Stored items:
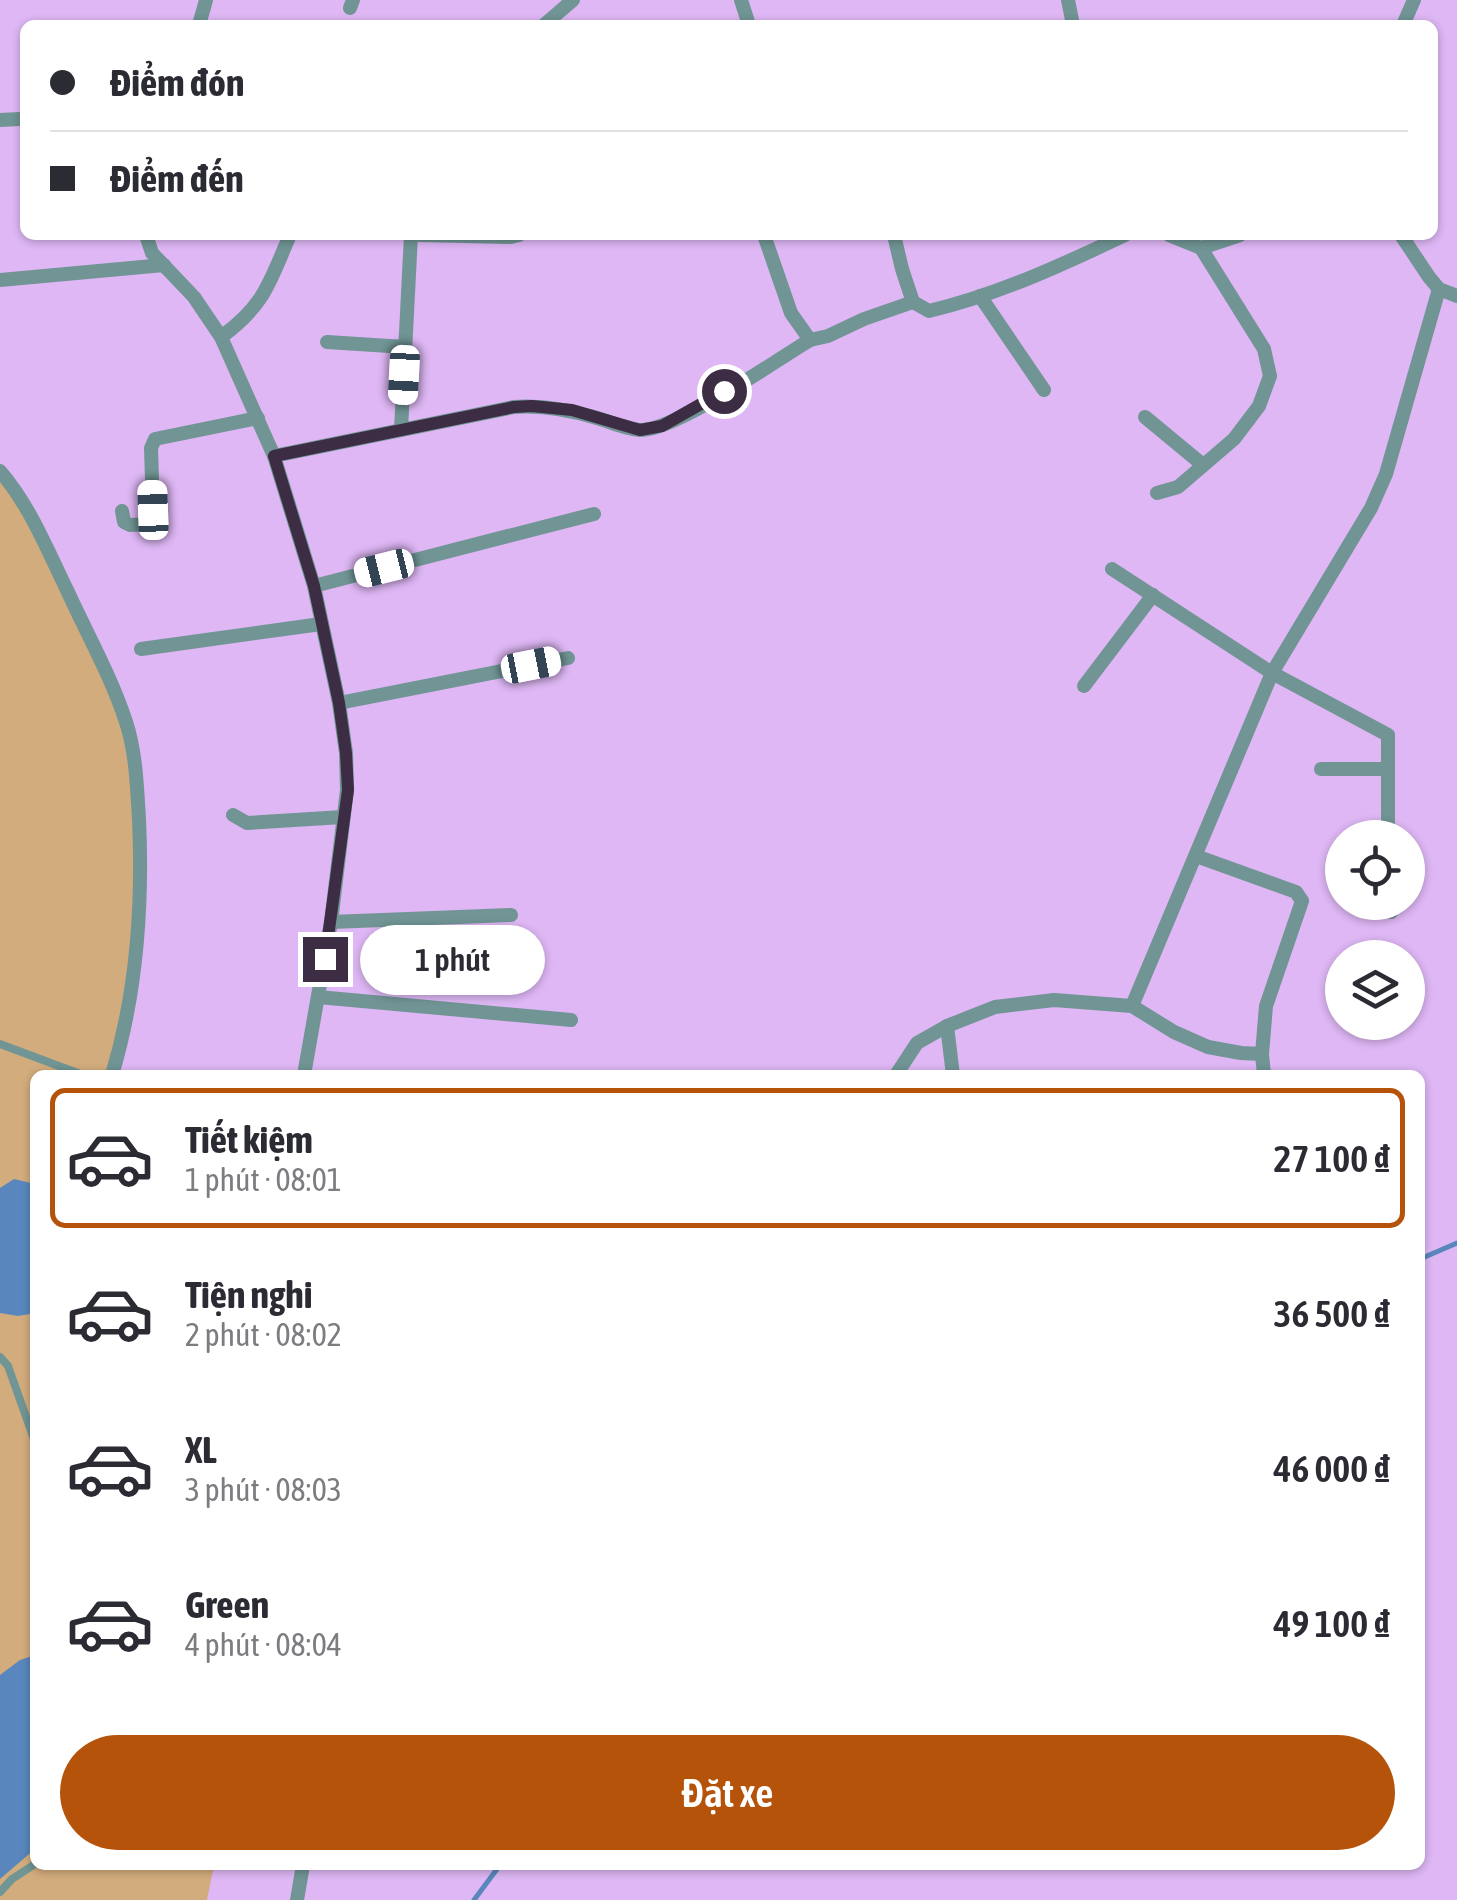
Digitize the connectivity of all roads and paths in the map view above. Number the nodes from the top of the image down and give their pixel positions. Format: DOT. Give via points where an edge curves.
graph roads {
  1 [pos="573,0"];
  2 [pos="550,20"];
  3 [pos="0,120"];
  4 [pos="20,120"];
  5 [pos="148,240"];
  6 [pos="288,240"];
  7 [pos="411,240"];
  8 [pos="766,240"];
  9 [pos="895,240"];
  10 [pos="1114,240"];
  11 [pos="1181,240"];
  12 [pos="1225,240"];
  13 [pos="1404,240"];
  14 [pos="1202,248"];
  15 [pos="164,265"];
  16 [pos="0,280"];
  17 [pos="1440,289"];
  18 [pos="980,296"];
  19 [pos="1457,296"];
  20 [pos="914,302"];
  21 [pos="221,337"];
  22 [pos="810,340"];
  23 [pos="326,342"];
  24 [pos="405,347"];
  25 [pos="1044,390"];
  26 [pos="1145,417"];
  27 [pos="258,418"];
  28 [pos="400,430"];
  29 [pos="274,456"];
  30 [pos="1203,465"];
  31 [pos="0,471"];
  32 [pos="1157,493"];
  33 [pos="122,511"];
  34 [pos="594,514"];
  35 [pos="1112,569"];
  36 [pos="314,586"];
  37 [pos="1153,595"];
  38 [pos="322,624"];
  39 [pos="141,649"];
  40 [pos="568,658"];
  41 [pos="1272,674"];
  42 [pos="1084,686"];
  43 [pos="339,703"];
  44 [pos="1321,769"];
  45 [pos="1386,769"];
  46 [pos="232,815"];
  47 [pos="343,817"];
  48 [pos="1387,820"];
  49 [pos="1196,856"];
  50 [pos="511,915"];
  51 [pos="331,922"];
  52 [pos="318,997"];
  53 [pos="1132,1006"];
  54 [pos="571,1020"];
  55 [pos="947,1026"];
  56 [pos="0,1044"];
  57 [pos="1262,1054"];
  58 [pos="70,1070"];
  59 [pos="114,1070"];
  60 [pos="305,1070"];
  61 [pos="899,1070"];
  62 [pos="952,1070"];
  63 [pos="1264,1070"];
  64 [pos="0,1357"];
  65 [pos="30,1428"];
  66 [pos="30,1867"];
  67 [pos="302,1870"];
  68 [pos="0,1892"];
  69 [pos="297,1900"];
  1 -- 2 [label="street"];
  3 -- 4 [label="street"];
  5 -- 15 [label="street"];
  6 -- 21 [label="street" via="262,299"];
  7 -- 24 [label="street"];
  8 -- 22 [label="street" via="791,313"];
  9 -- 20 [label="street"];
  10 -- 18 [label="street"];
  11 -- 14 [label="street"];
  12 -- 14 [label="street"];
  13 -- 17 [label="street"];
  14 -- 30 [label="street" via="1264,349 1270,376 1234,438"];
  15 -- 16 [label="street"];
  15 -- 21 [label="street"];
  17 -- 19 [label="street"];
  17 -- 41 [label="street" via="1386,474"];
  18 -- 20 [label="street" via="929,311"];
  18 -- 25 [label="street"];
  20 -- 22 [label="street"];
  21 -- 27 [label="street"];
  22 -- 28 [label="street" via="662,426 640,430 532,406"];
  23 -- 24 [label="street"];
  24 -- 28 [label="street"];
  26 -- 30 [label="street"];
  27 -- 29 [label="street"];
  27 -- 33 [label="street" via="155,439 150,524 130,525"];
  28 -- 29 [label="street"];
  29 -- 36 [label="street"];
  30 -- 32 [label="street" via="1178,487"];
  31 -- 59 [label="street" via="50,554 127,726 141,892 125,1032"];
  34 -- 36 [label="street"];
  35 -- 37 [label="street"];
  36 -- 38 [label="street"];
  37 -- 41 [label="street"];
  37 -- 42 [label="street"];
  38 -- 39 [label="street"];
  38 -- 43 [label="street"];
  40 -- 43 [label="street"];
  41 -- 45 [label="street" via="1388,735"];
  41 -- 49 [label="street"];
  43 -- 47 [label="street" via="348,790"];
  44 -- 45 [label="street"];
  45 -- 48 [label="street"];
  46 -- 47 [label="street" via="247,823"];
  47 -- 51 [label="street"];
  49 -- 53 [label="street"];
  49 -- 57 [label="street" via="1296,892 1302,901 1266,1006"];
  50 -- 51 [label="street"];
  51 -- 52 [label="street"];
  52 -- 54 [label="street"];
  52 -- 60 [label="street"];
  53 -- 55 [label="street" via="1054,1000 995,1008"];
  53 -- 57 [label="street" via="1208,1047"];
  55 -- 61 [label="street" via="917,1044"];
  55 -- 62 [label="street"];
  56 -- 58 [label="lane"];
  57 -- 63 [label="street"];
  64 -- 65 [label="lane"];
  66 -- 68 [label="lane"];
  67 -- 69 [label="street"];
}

TASK STATEMENT: Working through the records, copy each line in which the word "lane" appears.

RESPONSE BOX:
  56 -- 58 [label="lane"];
  64 -- 65 [label="lane"];
  66 -- 68 [label="lane"];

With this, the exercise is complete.